A film that polarised opinion upon its release in 2011, Ben Wheatley’s Kill List follows one man’s descent into hell. The man in question is Jay (Neil Maskell – Pusher, Evil Never Dies), an outwardly normal family man who just happens to be a professional hit-man with his partner Gal (Michael Smiley – The World’s End, Black Sea), a former comrade from his army days. Jay’s been putting off going back to work after a botched hit in Kiev which is repeatedly referred to but never explained, and only reluctantly accepts a new job to carry out three hits in the UK. However, what appears to be a straightforward job is anything but, and Jay finds himself beginning to unravel psychologically under the strain.

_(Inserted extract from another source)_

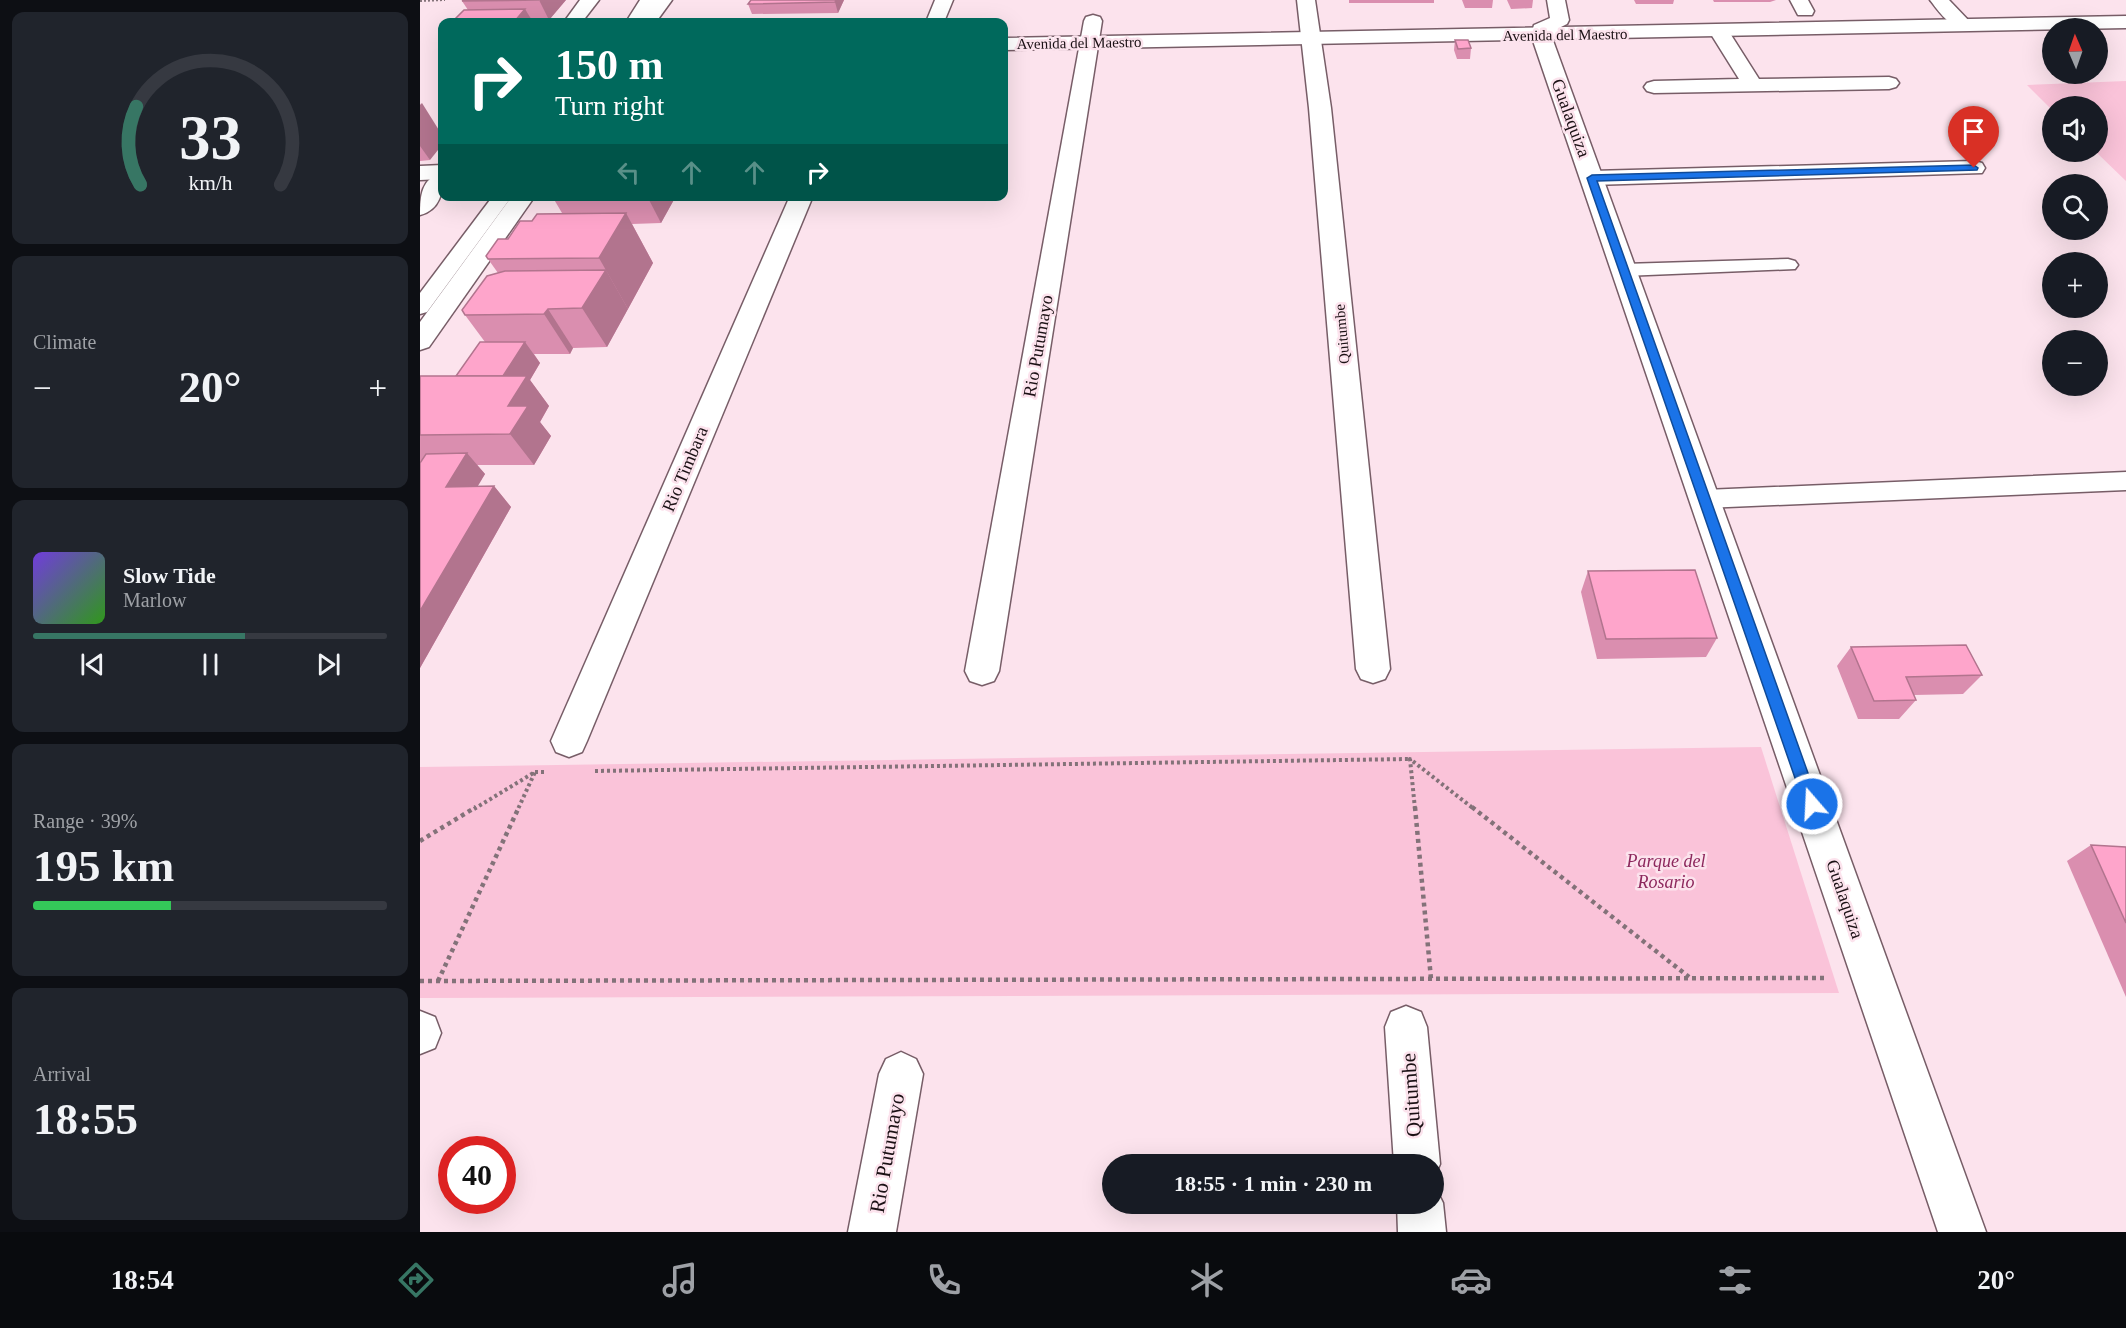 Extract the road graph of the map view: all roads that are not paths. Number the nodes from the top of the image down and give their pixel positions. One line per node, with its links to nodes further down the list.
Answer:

Kill List is one of those films that tells it’s story in a deliberately oblique way; we think we are watching one thing when we are, in fact, watching something else entirely so that we are as essentially clueless as to what is going on as Jay is. We, at least, get the chance to rewind in order to figure out just what’s been going on – and trust me, you’ll have to watch Kill List at least twice to even begin to figure it out.
The final fifteen minutes almost seem to be from a different film at first, but what appear to be unimportant early scenes are given significance by what occurs later – the knockabout family game in the garden, for example – and the plot follows a rigid course marked with signs that, in retrospect, clearly illustrate the reasons such a brutal fate awaits Jay: his psychotic capacity for violence which is held at bay by the pills he takes, his ‘acceptance’ of an offering which he believes to be from the family cat, his clash with the born-again Christians, all offer subtle clues as to how and why he is singled out by the members of a Satanic cult.
Although Kill List is ultimately a horror movie, it starts out like a Mike Leigh domestic drama before changing into a character study, then briefly going off at a tangent to become a revenge thriller. Nothing and nobody are as they seem, and there are numerous theories and interpretations as to what it all means. While its ending is entirely logical, it doesn’t sit well with the rest of the film on first viewing and many viewers will be left with a lot of questions unanswered.
The acting, by a largely unknown cast, is spot on, especially from the two male leads, who are helped immeasurably by a realistic and naturalistic script from the director and his wife, Amy Jump.